Matt looked alarmed. “You’re sending me to a shrink?”

“Hold on, and listen to the story of Katherine Caskey,” Bob said. And sitting there he told Matt the whole thing, about his father’s death, his mother going to Reverend Caskey’s house with him in the backseat of the car, how he stared and stared at this little girl who was standing on the porch with her father. “She’s a lovely woman,” Bob concluded. “I swear to God she could help you.”

But Matt’s mouth was partly open as he gazed at Bob. “So—you thought you killed your father?” He asked this very quietly.

“Yeah, but that’s not the point.”

“Bob, that’s pretty hardcore.” Matt turned his gaze to the window, and then finally back to Bob. “Is that why you took my case? Because you thought maybe I had killed my mother and you’d spent almost your whole life thinking you had killed your father?”

Bob’s face broke into delight. “Matthew Beach. You are so smart. You’re smart and you’re a brilliant painter.
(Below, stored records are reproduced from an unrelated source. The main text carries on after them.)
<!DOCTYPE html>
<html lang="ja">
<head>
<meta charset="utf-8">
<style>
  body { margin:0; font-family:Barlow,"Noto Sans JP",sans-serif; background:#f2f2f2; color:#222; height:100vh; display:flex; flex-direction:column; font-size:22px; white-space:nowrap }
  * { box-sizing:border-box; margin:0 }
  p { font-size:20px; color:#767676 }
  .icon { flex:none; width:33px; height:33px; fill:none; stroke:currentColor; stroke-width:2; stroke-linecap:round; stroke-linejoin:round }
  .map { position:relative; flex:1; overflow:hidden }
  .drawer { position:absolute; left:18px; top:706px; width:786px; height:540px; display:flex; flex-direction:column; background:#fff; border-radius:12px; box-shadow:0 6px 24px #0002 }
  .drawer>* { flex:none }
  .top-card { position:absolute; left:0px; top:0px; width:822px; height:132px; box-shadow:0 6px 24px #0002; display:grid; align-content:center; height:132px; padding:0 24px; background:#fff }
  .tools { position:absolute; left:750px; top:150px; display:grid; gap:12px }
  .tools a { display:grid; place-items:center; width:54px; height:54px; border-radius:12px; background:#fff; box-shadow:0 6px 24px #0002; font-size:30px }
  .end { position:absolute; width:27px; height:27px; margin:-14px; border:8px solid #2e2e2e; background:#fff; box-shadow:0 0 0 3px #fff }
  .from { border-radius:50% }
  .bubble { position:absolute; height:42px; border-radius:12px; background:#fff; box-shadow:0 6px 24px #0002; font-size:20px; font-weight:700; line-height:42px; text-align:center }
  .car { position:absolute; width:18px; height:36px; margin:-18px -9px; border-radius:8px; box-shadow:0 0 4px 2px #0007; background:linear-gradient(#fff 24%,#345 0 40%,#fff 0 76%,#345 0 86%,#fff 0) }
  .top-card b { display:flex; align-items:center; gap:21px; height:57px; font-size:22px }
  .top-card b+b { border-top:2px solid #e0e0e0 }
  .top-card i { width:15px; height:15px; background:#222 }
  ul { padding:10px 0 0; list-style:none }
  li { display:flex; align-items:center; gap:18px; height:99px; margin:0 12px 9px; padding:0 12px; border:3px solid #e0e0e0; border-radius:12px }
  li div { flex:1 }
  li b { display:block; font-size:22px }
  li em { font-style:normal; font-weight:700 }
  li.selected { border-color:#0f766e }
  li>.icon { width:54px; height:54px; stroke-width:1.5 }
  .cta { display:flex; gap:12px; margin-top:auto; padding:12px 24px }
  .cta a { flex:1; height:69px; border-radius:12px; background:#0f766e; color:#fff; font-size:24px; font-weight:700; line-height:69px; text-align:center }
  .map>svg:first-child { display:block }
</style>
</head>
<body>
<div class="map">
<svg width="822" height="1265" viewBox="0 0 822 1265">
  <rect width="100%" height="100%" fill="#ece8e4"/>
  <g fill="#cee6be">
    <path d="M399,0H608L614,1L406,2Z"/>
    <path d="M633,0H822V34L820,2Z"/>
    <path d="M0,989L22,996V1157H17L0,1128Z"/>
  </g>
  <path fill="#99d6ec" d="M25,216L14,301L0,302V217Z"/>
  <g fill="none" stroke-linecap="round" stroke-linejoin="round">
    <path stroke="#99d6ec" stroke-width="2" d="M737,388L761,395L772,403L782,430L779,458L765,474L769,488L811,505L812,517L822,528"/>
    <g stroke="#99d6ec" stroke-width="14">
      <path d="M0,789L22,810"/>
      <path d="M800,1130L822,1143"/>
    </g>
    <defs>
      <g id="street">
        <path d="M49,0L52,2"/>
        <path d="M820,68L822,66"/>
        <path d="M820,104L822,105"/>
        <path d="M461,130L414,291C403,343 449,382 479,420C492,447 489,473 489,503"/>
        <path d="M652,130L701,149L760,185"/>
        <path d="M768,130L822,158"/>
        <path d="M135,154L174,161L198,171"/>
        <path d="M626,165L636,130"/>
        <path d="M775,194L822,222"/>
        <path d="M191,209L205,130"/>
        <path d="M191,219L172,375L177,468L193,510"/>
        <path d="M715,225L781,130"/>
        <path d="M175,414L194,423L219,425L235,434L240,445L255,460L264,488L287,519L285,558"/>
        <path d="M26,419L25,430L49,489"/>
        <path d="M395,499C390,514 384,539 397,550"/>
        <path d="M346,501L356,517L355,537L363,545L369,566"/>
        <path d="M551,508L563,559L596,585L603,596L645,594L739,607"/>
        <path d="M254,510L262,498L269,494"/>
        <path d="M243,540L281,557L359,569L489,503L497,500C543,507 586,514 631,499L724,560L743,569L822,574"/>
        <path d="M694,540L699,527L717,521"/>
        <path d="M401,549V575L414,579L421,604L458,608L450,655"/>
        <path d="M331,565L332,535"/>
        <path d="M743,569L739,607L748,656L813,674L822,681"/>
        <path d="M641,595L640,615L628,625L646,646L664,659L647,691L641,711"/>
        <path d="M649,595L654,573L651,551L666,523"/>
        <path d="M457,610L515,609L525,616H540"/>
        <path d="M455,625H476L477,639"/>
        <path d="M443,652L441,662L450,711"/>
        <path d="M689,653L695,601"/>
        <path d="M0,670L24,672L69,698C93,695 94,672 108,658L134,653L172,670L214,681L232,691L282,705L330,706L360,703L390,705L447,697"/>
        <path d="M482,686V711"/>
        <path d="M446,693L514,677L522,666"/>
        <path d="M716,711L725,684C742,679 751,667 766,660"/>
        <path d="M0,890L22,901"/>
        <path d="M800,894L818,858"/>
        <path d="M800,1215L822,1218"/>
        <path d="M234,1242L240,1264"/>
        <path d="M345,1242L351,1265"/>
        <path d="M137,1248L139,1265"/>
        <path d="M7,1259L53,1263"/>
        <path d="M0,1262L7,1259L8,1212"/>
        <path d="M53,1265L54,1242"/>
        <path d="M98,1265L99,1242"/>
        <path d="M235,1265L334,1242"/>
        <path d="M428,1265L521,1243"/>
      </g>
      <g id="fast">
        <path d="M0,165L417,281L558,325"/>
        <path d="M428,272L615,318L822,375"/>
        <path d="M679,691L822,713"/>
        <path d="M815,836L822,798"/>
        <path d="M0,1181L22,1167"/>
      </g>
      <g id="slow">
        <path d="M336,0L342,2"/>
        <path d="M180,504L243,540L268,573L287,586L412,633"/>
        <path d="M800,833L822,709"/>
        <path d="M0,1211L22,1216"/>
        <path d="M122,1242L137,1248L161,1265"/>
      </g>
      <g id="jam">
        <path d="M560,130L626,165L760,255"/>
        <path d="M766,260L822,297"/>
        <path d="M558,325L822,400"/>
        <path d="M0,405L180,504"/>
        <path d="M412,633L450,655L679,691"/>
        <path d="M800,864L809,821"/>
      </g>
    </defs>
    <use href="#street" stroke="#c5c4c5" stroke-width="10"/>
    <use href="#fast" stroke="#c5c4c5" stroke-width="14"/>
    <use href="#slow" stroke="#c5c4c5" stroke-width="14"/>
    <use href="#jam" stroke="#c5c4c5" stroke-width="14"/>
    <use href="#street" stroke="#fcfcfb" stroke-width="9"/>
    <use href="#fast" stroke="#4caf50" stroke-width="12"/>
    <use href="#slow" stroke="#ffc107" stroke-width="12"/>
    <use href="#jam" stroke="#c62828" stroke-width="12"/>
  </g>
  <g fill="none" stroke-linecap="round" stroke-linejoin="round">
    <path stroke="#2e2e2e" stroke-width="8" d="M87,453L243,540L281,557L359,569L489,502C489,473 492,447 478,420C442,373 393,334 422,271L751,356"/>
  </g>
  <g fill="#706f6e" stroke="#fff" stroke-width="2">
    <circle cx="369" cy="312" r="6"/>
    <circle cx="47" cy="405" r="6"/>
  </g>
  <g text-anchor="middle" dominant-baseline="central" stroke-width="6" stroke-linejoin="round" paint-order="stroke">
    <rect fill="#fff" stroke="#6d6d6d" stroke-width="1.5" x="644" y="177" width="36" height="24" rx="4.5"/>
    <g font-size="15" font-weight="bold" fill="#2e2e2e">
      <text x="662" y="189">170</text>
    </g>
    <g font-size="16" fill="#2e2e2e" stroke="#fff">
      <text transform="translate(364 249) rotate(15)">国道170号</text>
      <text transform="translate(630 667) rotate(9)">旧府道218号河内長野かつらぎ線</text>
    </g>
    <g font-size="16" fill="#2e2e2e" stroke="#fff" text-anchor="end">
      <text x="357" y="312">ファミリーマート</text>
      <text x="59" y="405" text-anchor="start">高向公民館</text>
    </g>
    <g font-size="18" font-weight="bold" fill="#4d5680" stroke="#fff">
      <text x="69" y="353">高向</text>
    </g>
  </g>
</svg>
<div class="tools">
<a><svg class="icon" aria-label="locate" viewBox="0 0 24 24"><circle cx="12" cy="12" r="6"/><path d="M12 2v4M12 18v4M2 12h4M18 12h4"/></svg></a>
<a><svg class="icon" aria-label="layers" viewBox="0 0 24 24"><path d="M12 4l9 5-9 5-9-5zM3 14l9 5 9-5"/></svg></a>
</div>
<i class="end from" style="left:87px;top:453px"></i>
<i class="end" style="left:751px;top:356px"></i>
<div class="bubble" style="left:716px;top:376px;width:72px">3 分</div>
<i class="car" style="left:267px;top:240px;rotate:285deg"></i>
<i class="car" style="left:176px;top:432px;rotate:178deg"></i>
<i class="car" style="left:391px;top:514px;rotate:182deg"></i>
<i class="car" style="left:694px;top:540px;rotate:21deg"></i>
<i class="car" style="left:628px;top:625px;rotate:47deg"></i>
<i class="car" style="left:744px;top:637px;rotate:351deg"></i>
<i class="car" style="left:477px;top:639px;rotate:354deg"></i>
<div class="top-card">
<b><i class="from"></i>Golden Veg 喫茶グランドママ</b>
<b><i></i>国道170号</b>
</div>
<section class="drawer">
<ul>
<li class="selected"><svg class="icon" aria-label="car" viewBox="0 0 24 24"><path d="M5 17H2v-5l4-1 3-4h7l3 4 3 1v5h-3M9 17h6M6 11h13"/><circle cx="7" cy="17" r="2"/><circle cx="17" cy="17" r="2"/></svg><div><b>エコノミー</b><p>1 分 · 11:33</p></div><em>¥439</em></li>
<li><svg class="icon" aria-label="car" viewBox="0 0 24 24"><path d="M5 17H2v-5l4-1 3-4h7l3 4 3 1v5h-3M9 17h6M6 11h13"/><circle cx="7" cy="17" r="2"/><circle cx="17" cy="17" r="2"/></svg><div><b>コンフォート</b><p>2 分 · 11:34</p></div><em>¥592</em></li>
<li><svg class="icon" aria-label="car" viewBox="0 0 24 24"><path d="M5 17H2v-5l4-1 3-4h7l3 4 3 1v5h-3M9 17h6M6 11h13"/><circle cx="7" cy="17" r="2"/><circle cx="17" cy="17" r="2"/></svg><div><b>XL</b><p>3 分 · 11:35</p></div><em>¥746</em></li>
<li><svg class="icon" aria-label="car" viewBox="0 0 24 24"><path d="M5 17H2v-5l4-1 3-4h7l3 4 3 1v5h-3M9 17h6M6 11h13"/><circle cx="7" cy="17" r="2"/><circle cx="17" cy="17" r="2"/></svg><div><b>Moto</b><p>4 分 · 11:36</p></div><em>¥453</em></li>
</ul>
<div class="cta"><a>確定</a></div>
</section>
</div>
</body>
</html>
Matt, Matt, Matt.” He pointed a finger at him. “Go see Katherine Caskey.”

“Only if you’ll come with me.”

“I’ll walk you into her office. That’s all.”

And so, three days later, Bob—having made the initial phone call to Katherine Caskey—walked up the steps to her office with Matt, who had put on a shirt with a collar and washed his jeans, which were still wrinkled from the dryer. He was killing Bob. Katherine opened her office door, and she did not hug Bob (as he knew she would not), but her smile was lovely as she greeted both men. “Come in, Matt. Oh, do come in. I’m so happy to meet you.”

And Bob left them, Matt stepping into her office like a guilty schoolchild.

An hour later Bob got a call from Matt. “She’s wonderful!” Matt said. “God, she’s great! I’m going back next week for two sessions!”

*

Something about getting Matt to go see Katherine made Bob miss Lucy in a more clearheaded way. And so he texted her—Bob was standing out by the old inn that had the vines all over it, smoking a cigarette—and said, Call me when you can. It was midafternoon.

She called him right away.

“Bob, have you been mad at me?” Lucy asked this immediately.

“Oh Jesus, no.” He paused and then said, “This is really embarrassing, Lucy. But, ah, I got this haircut—” Bob ran the hand with the cigarette over his face and his head. “And I look like an idiot. No, I really do. And it made me too embarrassed to see you, and I’m even embarrassed to tell you because it makes me seem vain and I guess I am because I just couldn’t stand you seeing me with this, Lucy, it’s bad.”

“Oh Bob.” Lucy said this—he thought—with quiet understanding. And then she broke out into laughter. “I’m sorry to laugh, but I’m just so relieved. I really thought you didn’t like me anymore.”

“It’s just my haircut, Lucy. It’s embarrassing.”

“Listen to me. I don’t care what you look like. They could cut your head off and you’d still be—you’d still be Bob.”

This surprised Bob. It was what Matt had told him.

But as we have said earlier, Bob had very little sense of who he was. Which is true for many of us, but this was especially true for Bob.

And then two days later, Bob got a zit on his forehead. “Margaret, I can’t believe this.” She squinted at him as they got ready for bed, and she said, “I think it’s because you keep rubbing your hand up over your face and head to see if you have any hair. Just go pop it,” she said, getting into bed, she was wearing her summer nightgown, it was white and sleeveless and cotton.

And so Bob went into the bathroom and put a very hot facecloth to his head and the zit popped. But in the morning, it looked like what it was: a popped pimple.








12

When Lucy saw him by the fence she laughed, and Bob could feel his face becoming hot. “Bob!” Lucy looked at him and said, “Oh Bob, you’re blushing.”

“I look awful,” Bob said.

They began to walk, and Lucy said, “You kind of look like a kid, except you don’t.”

“I know, I look like a twelve-year-old with an old man’s face,” Bob said.

She looked over at him again and said, “Who cares, Bob.”

And gradually his face cooled down. But later, in the afterimage in his mind, she had not looked at him with the kindness he had expected. And also, as they walked, it seemed to him later, she did not look at him much at all.